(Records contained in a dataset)
/---
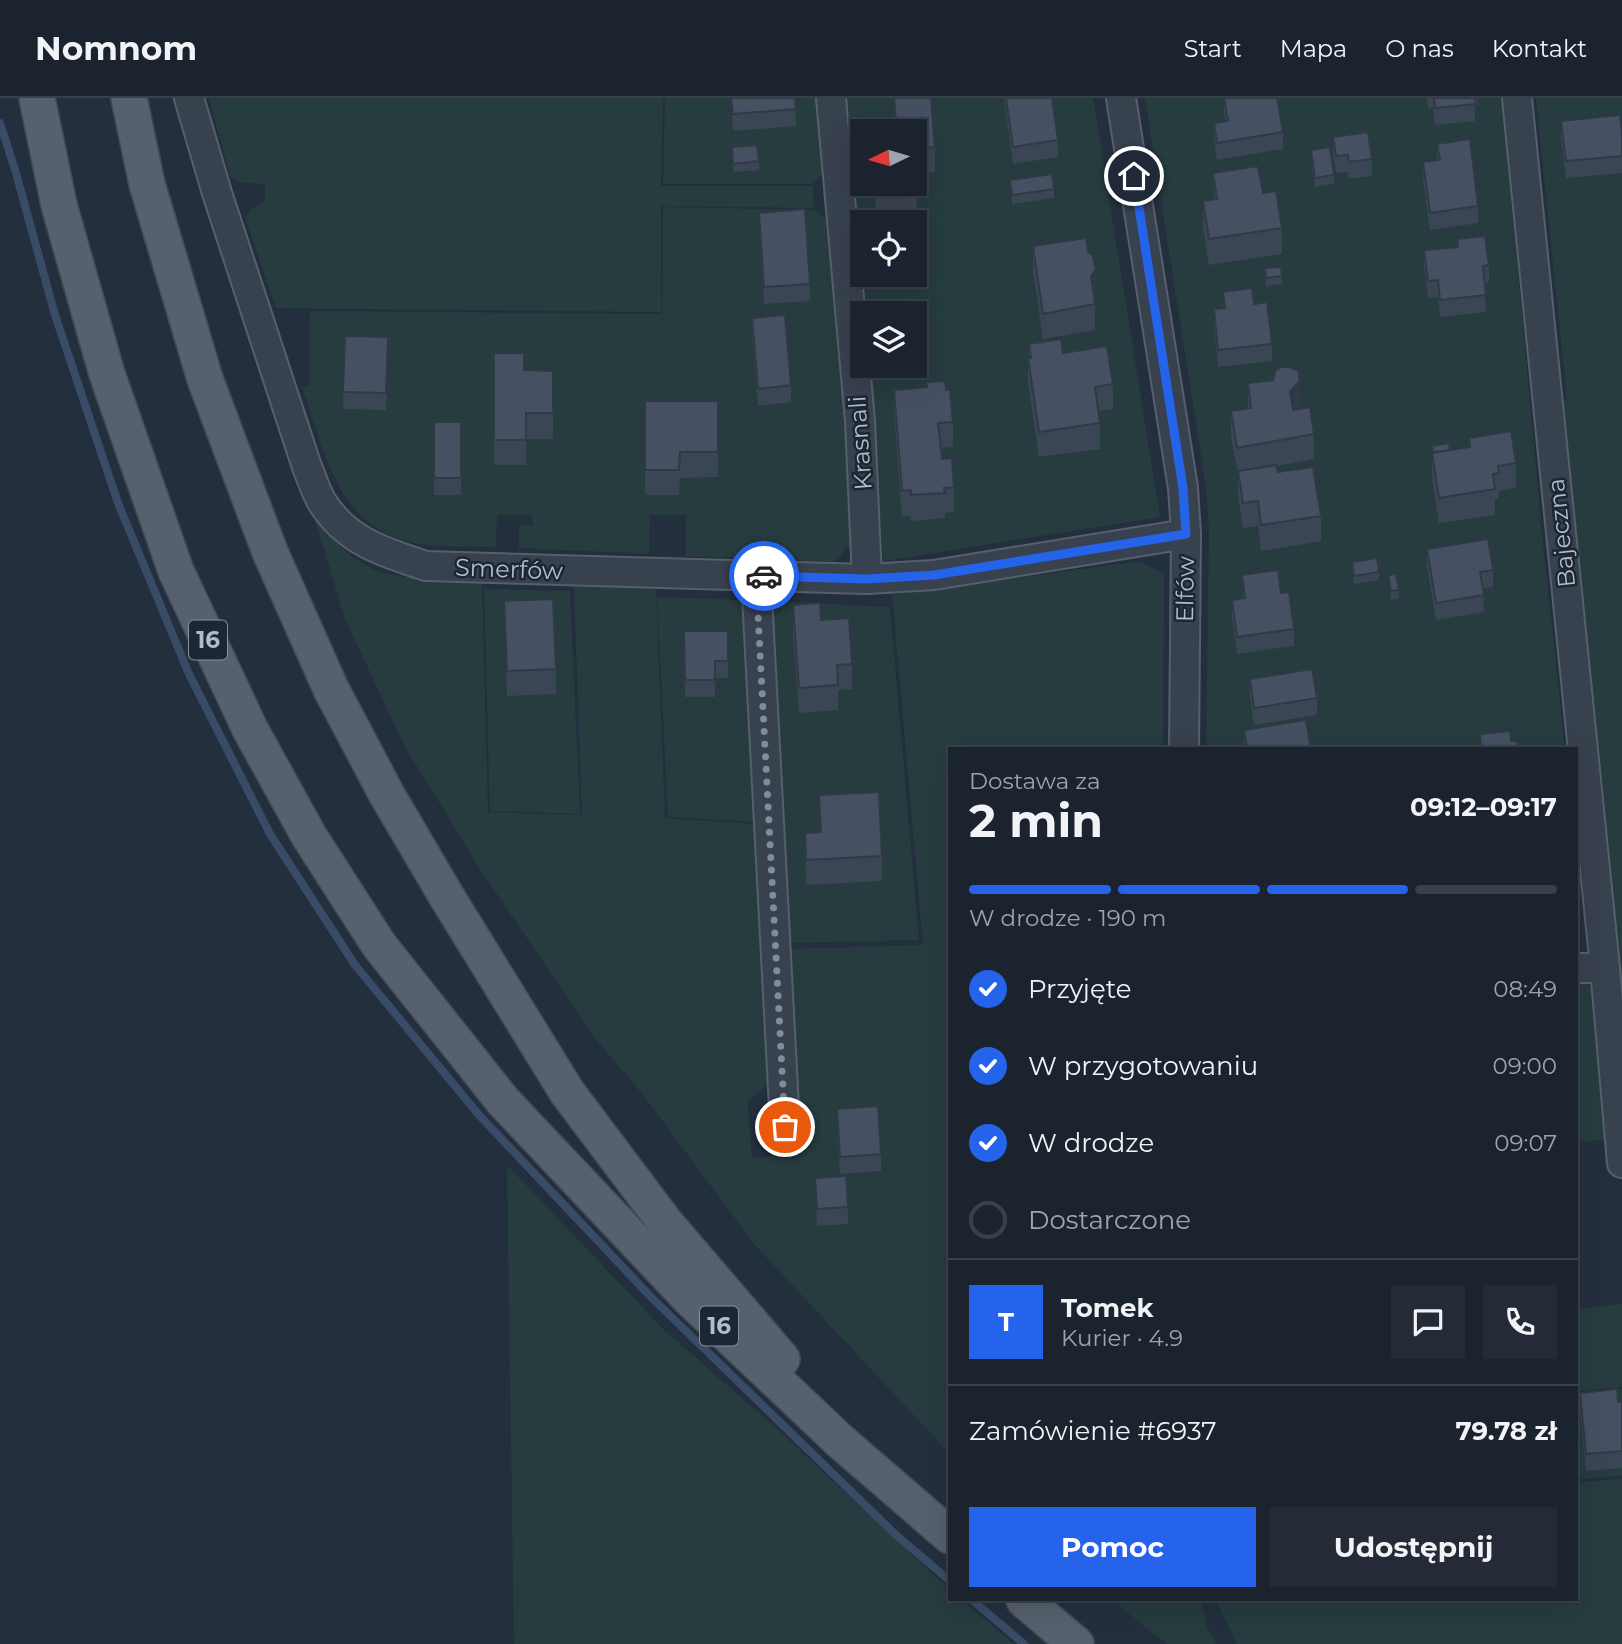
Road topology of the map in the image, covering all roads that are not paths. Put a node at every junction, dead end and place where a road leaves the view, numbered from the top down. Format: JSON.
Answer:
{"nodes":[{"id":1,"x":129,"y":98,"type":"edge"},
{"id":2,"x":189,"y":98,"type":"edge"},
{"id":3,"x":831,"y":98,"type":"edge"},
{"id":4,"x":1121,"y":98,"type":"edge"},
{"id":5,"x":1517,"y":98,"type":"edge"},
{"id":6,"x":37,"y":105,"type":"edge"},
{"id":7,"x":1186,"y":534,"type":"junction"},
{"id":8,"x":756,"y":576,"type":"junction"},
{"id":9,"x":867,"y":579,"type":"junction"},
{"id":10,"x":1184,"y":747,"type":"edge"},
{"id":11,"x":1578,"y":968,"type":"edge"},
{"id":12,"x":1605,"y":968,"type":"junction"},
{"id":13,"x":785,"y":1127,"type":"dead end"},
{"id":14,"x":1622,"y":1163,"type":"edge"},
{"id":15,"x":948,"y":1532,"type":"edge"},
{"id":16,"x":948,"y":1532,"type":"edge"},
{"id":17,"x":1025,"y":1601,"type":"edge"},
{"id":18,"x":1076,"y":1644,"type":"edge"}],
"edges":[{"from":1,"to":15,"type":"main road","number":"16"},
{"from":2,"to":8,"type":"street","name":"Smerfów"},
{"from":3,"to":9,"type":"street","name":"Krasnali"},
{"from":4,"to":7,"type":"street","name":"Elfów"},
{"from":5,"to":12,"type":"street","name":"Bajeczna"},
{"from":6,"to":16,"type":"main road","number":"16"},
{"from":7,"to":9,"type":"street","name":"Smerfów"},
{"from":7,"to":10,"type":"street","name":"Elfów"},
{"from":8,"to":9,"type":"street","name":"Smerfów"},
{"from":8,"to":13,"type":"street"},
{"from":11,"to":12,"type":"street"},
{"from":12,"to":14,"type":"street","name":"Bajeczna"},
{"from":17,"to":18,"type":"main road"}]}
\---
/---
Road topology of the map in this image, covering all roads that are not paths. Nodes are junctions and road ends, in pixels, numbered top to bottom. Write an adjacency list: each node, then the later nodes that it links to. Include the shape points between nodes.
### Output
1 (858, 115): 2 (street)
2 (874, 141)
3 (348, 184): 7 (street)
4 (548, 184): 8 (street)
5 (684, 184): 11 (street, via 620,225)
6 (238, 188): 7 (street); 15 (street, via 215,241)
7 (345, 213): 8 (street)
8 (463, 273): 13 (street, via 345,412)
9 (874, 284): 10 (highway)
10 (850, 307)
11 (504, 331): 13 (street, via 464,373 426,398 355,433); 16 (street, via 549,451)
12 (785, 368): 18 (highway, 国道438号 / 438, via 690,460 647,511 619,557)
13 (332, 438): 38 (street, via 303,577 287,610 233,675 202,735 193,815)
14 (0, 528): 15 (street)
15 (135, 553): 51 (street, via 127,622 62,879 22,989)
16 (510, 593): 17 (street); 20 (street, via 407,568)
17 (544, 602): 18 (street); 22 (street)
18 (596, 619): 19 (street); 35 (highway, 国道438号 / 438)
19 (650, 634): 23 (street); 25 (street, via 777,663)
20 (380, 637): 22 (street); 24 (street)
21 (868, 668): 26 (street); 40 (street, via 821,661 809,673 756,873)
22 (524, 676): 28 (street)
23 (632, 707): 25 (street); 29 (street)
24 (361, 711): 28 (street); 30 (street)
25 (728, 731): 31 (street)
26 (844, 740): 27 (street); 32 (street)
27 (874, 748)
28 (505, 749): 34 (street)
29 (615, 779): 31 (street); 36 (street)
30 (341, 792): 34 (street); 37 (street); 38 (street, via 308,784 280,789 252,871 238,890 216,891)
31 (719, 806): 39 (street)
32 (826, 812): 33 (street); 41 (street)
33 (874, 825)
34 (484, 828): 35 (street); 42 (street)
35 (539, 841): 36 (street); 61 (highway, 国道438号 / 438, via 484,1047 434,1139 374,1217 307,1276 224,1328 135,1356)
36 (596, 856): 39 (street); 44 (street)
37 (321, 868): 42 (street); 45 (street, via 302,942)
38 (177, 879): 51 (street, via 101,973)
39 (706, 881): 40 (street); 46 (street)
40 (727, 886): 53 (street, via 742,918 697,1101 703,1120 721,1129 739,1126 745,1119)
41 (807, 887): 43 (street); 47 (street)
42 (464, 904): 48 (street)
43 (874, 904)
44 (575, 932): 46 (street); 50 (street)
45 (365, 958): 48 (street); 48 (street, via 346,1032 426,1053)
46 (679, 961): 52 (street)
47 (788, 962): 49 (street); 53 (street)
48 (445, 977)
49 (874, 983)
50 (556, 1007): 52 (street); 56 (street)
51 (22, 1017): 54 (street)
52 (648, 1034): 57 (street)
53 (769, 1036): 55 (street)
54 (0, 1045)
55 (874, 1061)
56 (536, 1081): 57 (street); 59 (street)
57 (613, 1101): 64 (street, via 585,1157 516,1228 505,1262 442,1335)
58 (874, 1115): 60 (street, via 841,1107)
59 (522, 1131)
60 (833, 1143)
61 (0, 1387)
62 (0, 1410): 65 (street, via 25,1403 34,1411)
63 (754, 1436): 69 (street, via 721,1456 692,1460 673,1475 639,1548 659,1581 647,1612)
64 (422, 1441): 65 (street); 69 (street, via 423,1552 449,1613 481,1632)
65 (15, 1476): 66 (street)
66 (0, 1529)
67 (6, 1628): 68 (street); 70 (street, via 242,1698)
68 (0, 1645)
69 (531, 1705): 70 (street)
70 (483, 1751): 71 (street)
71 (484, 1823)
\---
What this task involves
Copy each line of the data that contains the word "main", leaving the other lines out.

Expected answer
"edges":[{"from":1,"to":15,"type":"main road","number":"16"},
{"from":6,"to":16,"type":"main road","number":"16"},
{"from":17,"to":18,"type":"main road"}]}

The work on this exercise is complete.